[Exercise aim]:
Restate the entries below word for word, omitting nothing.

[The data]:
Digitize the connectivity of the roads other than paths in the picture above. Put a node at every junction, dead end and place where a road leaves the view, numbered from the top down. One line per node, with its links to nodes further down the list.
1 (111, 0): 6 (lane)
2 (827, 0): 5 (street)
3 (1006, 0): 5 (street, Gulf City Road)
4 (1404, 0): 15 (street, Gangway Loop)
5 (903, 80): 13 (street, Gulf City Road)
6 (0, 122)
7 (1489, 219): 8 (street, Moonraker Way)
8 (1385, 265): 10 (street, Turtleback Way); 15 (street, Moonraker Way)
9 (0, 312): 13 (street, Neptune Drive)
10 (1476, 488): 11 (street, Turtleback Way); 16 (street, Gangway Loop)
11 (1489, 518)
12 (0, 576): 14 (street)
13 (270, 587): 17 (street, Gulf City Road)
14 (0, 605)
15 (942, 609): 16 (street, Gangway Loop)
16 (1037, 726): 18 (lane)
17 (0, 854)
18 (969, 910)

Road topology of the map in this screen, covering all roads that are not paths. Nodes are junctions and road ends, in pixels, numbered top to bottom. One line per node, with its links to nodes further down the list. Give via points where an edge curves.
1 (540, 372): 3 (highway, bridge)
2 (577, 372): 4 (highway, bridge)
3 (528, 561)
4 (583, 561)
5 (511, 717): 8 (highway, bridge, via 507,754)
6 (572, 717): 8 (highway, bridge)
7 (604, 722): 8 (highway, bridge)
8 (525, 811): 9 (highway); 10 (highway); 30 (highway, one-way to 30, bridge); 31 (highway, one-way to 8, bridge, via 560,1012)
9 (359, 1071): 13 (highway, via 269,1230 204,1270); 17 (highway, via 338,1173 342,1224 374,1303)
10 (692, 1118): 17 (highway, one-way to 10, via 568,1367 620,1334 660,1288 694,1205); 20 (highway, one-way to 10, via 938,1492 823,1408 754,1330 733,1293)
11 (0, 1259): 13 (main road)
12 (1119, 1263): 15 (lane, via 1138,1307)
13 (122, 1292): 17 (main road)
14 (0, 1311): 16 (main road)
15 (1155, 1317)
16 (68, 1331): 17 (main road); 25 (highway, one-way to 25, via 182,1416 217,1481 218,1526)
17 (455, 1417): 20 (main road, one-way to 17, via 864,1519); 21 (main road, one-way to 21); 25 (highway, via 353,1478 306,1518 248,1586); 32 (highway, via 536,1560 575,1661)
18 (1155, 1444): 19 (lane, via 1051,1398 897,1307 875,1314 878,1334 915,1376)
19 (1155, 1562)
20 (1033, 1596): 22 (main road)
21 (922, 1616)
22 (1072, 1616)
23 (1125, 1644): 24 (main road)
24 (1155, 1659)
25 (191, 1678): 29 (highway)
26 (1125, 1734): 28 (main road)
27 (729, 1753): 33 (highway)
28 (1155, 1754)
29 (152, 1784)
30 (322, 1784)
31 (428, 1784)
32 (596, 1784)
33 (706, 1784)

[Answer to the exercise]:
Digitize the connectivity of the roads other than paths in the picture above. Put a node at every junction, dead end and place where a road leaves the view, numbered from the top down. One line per node, with its links to nodes further down the list.
1 (111, 0): 6 (lane)
2 (827, 0): 5 (street)
3 (1006, 0): 5 (street, Gulf City Road)
4 (1404, 0): 15 (street, Gangway Loop)
5 (903, 80): 13 (street, Gulf City Road)
6 (0, 122)
7 (1489, 219): 8 (street, Moonraker Way)
8 (1385, 265): 10 (street, Turtleback Way); 15 (street, Moonraker Way)
9 (0, 312): 13 (street, Neptune Drive)
10 (1476, 488): 11 (street, Turtleback Way); 16 (street, Gangway Loop)
11 (1489, 518)
12 (0, 576): 14 (street)
13 (270, 587): 17 (street, Gulf City Road)
14 (0, 605)
15 (942, 609): 16 (street, Gangway Loop)
16 (1037, 726): 18 (lane)
17 (0, 854)
18 (969, 910)

Road topology of the map in this screen, covering all roads that are not paths. Nodes are junctions and road ends, in pixels, numbered top to bottom. One line per node, with its links to nodes further down the list. Give via points where an edge curves.
1 (540, 372): 3 (highway, bridge)
2 (577, 372): 4 (highway, bridge)
3 (528, 561)
4 (583, 561)
5 (511, 717): 8 (highway, bridge, via 507,754)
6 (572, 717): 8 (highway, bridge)
7 (604, 722): 8 (highway, bridge)
8 (525, 811): 9 (highway); 10 (highway); 30 (highway, one-way to 30, bridge); 31 (highway, one-way to 8, bridge, via 560,1012)
9 (359, 1071): 13 (highway, via 269,1230 204,1270); 17 (highway, via 338,1173 342,1224 374,1303)
10 (692, 1118): 17 (highway, one-way to 10, via 568,1367 620,1334 660,1288 694,1205); 20 (highway, one-way to 10, via 938,1492 823,1408 754,1330 733,1293)
11 (0, 1259): 13 (main road)
12 (1119, 1263): 15 (lane, via 1138,1307)
13 (122, 1292): 17 (main road)
14 (0, 1311): 16 (main road)
15 (1155, 1317)
16 (68, 1331): 17 (main road); 25 (highway, one-way to 25, via 182,1416 217,1481 218,1526)
17 (455, 1417): 20 (main road, one-way to 17, via 864,1519); 21 (main road, one-way to 21); 25 (highway, via 353,1478 306,1518 248,1586); 32 (highway, via 536,1560 575,1661)
18 (1155, 1444): 19 (lane, via 1051,1398 897,1307 875,1314 878,1334 915,1376)
19 (1155, 1562)
20 (1033, 1596): 22 (main road)
21 (922, 1616)
22 (1072, 1616)
23 (1125, 1644): 24 (main road)
24 (1155, 1659)
25 (191, 1678): 29 (highway)
26 (1125, 1734): 28 (main road)
27 (729, 1753): 33 (highway)
28 (1155, 1754)
29 (152, 1784)
30 (322, 1784)
31 (428, 1784)
32 (596, 1784)
33 (706, 1784)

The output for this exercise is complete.